Task objective: Give the listing again exactly as written.
• • • • •
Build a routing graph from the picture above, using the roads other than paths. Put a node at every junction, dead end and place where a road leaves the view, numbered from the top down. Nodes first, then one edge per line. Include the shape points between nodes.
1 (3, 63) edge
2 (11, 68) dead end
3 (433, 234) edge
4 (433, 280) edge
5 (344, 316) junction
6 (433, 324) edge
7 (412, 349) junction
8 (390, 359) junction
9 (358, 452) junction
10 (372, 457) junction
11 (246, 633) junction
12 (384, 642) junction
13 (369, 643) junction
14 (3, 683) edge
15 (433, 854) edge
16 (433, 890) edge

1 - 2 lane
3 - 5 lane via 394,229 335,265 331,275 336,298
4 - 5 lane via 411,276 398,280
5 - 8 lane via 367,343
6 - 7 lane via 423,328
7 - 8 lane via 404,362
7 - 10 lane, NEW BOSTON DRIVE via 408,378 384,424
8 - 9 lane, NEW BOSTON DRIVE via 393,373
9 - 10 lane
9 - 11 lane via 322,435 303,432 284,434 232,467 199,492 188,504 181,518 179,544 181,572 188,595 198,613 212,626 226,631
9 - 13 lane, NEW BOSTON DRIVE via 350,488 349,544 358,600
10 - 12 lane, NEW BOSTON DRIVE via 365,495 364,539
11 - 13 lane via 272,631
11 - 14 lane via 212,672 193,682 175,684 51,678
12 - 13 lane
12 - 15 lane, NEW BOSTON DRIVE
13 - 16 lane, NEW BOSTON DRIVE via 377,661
• • • • •
Written answer:
Build a routing graph from the picture above, using the roads other than paths. Put a node at every junction, dead end and place where a road leaves the view, numbered from the top down. Nodes first, then one edge per line. Include the shape points between nodes.
1 (3, 63) edge
2 (11, 68) dead end
3 (433, 234) edge
4 (433, 280) edge
5 (344, 316) junction
6 (433, 324) edge
7 (412, 349) junction
8 (390, 359) junction
9 (358, 452) junction
10 (372, 457) junction
11 (246, 633) junction
12 (384, 642) junction
13 (369, 643) junction
14 (3, 683) edge
15 (433, 854) edge
16 (433, 890) edge

1 - 2 lane
3 - 5 lane via 394,229 335,265 331,275 336,298
4 - 5 lane via 411,276 398,280
5 - 8 lane via 367,343
6 - 7 lane via 423,328
7 - 8 lane via 404,362
7 - 10 lane, NEW BOSTON DRIVE via 408,378 384,424
8 - 9 lane, NEW BOSTON DRIVE via 393,373
9 - 10 lane
9 - 11 lane via 322,435 303,432 284,434 232,467 199,492 188,504 181,518 179,544 181,572 188,595 198,613 212,626 226,631
9 - 13 lane, NEW BOSTON DRIVE via 350,488 349,544 358,600
10 - 12 lane, NEW BOSTON DRIVE via 365,495 364,539
11 - 13 lane via 272,631
11 - 14 lane via 212,672 193,682 175,684 51,678
12 - 13 lane
12 - 15 lane, NEW BOSTON DRIVE
13 - 16 lane, NEW BOSTON DRIVE via 377,661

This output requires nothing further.